“Vosotros, pues, sois el cuerpo de Cristo, y miembros cada uno en particular”
(1 Corintios 12:27)
“Solícitos en guardar la unidad del Espíritu en el vínculo de la paz; un cuerpo, y un Espíritu”
(Efesios 4:3-4)
En nuestros días en que se habla mucho de la unidad cristiana, es necesario considerar con atención lo que dice la Palabra de Dios.
Primeramente leemos en el evangelio de Juan que “Jesús había de morir... para congregar en uno a los hijos de Dios que estaban dispersos” (11:51-52). El sacrificio de Cristo tuvo por resultado la unión de todos los creyentes en un solo “cuerpo”, sean judíos o no.
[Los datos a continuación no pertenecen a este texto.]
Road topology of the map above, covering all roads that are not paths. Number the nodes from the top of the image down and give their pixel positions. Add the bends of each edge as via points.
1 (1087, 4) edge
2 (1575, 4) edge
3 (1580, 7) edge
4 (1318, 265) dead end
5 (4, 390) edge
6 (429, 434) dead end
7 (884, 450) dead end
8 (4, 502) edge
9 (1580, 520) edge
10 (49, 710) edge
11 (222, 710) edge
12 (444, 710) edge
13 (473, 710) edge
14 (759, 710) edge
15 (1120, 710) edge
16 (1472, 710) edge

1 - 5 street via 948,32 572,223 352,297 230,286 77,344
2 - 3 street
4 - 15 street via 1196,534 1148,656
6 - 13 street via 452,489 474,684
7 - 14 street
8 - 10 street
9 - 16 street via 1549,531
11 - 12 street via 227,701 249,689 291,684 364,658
Es un hecho cumplido. Después de Su ascensión y de la venida del Espíritu (Hechos 1:9; 2:1-4), todos los que han recibido al Señor Jesús como su salvador personal son “nacidos de nuevo”, “sellados por el Espíritu Santo” y forman un solo Cuerpo del cual Cristo en el cielo es la cabeza glorificada, el Jefe (Efesios 1:22-23). Todos los que están “en Cristo” son los miembros de ese Cuerpo, indisolublemente ligados los unos a los otros para el presente y por la eternidad (véase 1 Corintios 12:13; Efesios 1:13; 4:4; 5:30). Los hijos de Dios no tienen que constituir la unidad del Cuerpo, porque ya existe y el Señor la ve; muy pronto será manifestada en gloria.
Sin embargo, los cristianos deben esforzarse en “guardar la unidad del Espíritu” y la verdad en el amor mutuo (3 Juan 1, 4), discernir el pensamiento divino revelado por el Espíritu Santo. Tienen que andar cada día tomando a Cristo por modelo (Filipenses 2:1-7), amando a los hermanos (1 Pedro 2:17), separándose de todo mal moral y doctrinal, congregándose bajo la sola autoridad y el solo nombre del Señor (Mateo 18:20). La participación de un “solo pan”, cuando la Mesa del Señor reúne a algunos de los suyos en obediencia a su Palabra, proclama la unidad del “solo cuerpo” (1 Corintios 10:16-17).